DIRECTIONS FOR THIS TASK
Copy out each line of the entries where the word "roads" is present.
*** RECORDED INFORMATION ***
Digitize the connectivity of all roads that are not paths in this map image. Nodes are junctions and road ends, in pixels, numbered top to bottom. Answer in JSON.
*** End of RECORDED INFORMATION ***
*** RECORDED INFORMATION ***
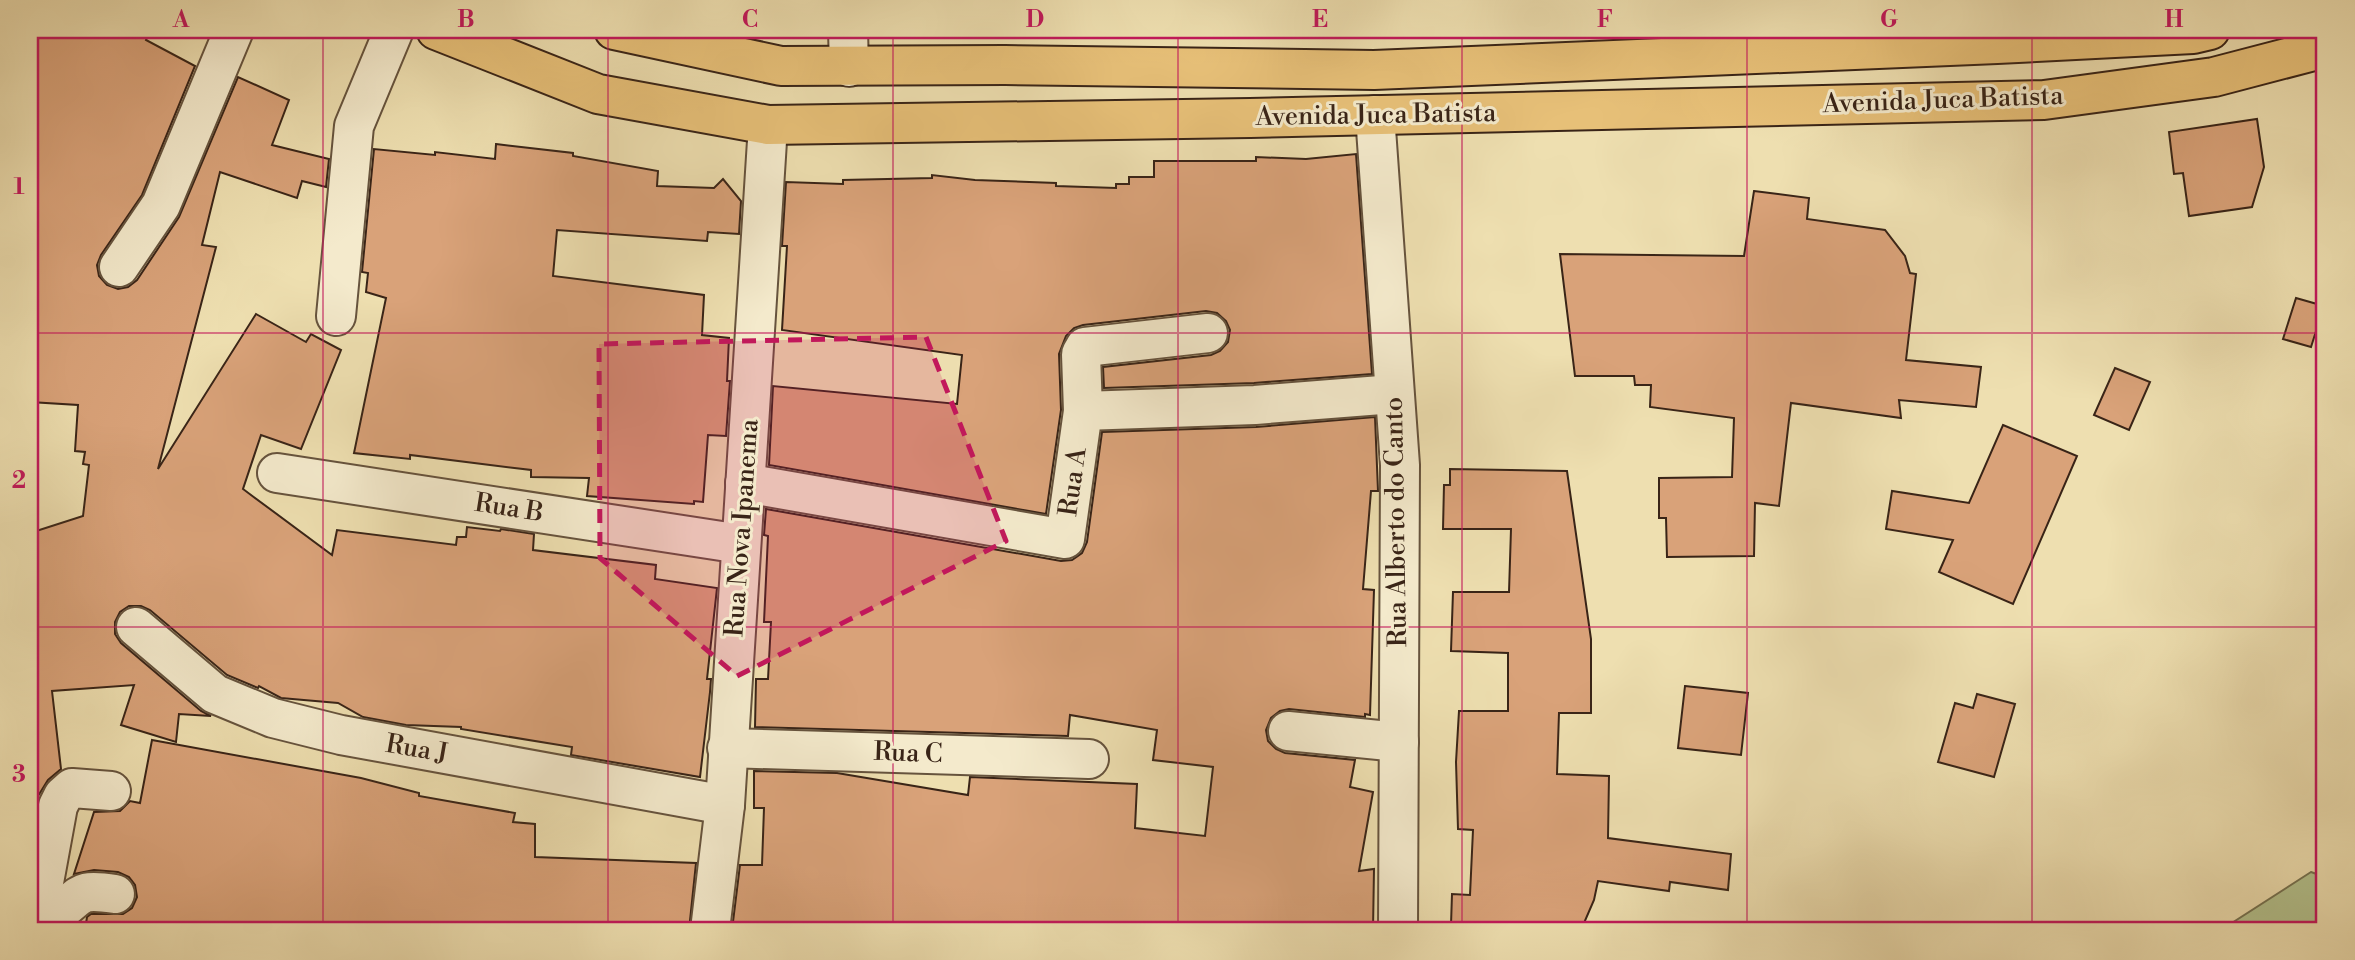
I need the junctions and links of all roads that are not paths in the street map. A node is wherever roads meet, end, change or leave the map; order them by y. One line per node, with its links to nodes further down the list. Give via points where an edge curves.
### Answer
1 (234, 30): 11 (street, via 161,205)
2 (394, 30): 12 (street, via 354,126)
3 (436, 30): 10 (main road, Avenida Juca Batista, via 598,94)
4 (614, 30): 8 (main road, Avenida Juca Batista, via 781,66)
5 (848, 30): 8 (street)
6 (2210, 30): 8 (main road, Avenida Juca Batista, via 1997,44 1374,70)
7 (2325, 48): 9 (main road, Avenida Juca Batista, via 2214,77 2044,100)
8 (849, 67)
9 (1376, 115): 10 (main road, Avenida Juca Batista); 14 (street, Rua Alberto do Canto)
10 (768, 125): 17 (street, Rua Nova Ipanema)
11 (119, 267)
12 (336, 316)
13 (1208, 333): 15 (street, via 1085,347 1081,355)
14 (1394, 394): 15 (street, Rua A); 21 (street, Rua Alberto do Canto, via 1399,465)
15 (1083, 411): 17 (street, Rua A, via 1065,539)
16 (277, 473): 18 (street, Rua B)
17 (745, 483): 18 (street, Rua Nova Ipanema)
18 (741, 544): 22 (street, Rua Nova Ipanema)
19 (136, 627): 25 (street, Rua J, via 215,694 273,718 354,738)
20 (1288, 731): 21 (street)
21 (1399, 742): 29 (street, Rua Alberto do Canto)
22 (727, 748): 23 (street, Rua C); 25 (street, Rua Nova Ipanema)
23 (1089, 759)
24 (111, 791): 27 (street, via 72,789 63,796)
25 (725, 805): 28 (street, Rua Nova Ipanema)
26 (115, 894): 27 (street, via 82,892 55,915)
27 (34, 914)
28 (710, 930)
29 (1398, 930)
*** End of RECORDED INFORMATION ***
REPLY TO THE TASK
Digitize the connectivity of all roads that are not paths in this map image. Nodes are junctions and road ends, in pixels, numbered top to bottom. Answer in JSON.
I need the junctions and links of all roads that are not paths in the street map. A node is wherever roads meet, end, change or leave the map; order them by y. One line per node, with its links to nodes further down the list. Give via points where an edge curves.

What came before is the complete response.